ENTRIES SHOWN: Begin

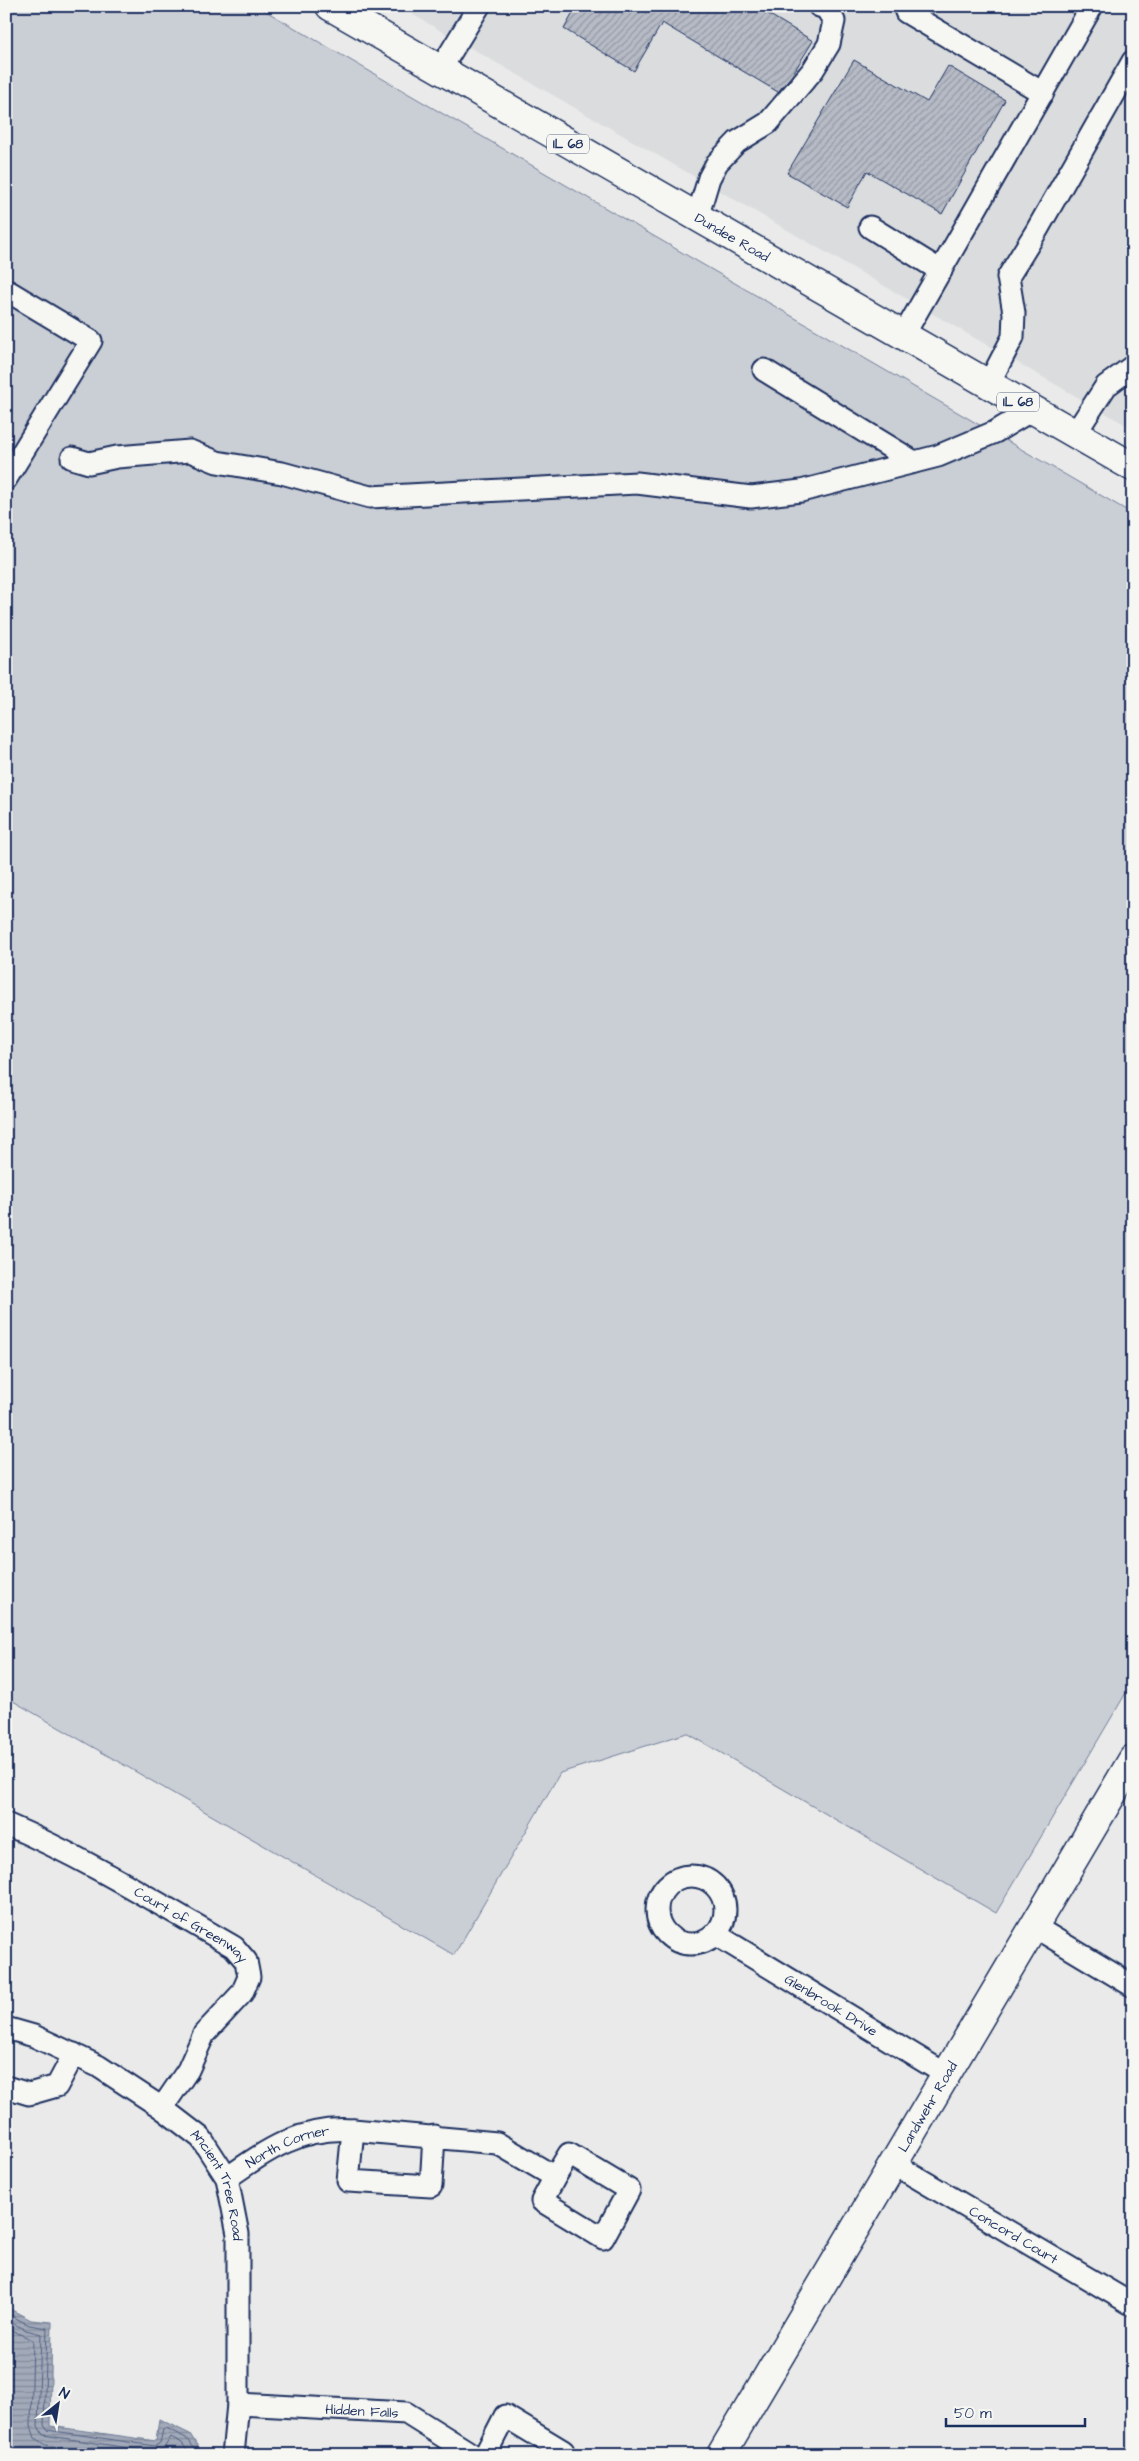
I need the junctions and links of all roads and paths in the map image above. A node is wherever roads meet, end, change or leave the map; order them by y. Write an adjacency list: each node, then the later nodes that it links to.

ENTRIES SHOWN: End
ENTRIES SHOWN: Begin

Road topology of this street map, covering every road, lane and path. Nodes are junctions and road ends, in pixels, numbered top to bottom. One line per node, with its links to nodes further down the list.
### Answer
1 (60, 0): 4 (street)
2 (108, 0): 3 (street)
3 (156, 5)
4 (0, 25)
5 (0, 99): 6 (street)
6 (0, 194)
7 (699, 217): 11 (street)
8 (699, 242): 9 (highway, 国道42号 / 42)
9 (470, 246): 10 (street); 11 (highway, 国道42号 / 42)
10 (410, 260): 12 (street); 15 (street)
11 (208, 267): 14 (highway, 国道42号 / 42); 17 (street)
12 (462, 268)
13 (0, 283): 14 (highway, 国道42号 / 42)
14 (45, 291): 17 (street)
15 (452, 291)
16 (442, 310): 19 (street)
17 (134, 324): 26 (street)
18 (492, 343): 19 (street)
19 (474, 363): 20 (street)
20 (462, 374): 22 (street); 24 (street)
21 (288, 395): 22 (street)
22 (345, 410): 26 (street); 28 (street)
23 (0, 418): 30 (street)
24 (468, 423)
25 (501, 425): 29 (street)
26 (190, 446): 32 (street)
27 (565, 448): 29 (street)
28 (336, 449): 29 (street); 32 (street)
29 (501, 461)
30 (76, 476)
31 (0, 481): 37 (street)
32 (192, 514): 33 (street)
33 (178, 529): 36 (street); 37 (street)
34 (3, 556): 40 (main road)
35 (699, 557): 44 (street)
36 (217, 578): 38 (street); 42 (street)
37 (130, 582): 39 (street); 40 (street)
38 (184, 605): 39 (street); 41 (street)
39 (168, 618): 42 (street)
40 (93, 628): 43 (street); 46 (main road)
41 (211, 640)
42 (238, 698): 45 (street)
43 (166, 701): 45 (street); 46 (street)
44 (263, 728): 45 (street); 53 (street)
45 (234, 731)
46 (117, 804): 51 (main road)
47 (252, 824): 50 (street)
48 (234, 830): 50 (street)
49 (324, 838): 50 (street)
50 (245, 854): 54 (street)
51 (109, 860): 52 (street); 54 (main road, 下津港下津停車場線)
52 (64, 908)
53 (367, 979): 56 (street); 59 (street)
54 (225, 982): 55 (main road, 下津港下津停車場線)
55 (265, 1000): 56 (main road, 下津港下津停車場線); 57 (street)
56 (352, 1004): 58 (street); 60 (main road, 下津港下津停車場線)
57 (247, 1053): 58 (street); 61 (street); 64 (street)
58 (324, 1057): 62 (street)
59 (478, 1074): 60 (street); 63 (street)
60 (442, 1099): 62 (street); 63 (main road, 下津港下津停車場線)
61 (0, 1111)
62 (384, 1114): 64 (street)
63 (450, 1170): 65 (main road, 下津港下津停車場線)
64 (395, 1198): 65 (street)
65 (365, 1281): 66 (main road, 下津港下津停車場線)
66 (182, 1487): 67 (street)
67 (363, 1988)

ENTRIES SHOWN: End

PROBLEM REQUIREMENTS
Once you have checked every line of the material above, return the ones that hold the string "junctions".

ANSWER SPACE
I need the junctions and links of all roads and paths in the map image above. A node is wherever roads meet, end, change or leave the map; order them by y. Write an adjacency list: each node, then the later nodes that it links to.
Road topology of this street map, covering every road, lane and path. Nodes are junctions and road ends, in pixels, numbered top to bottom. One line per node, with its links to nodes further down the list.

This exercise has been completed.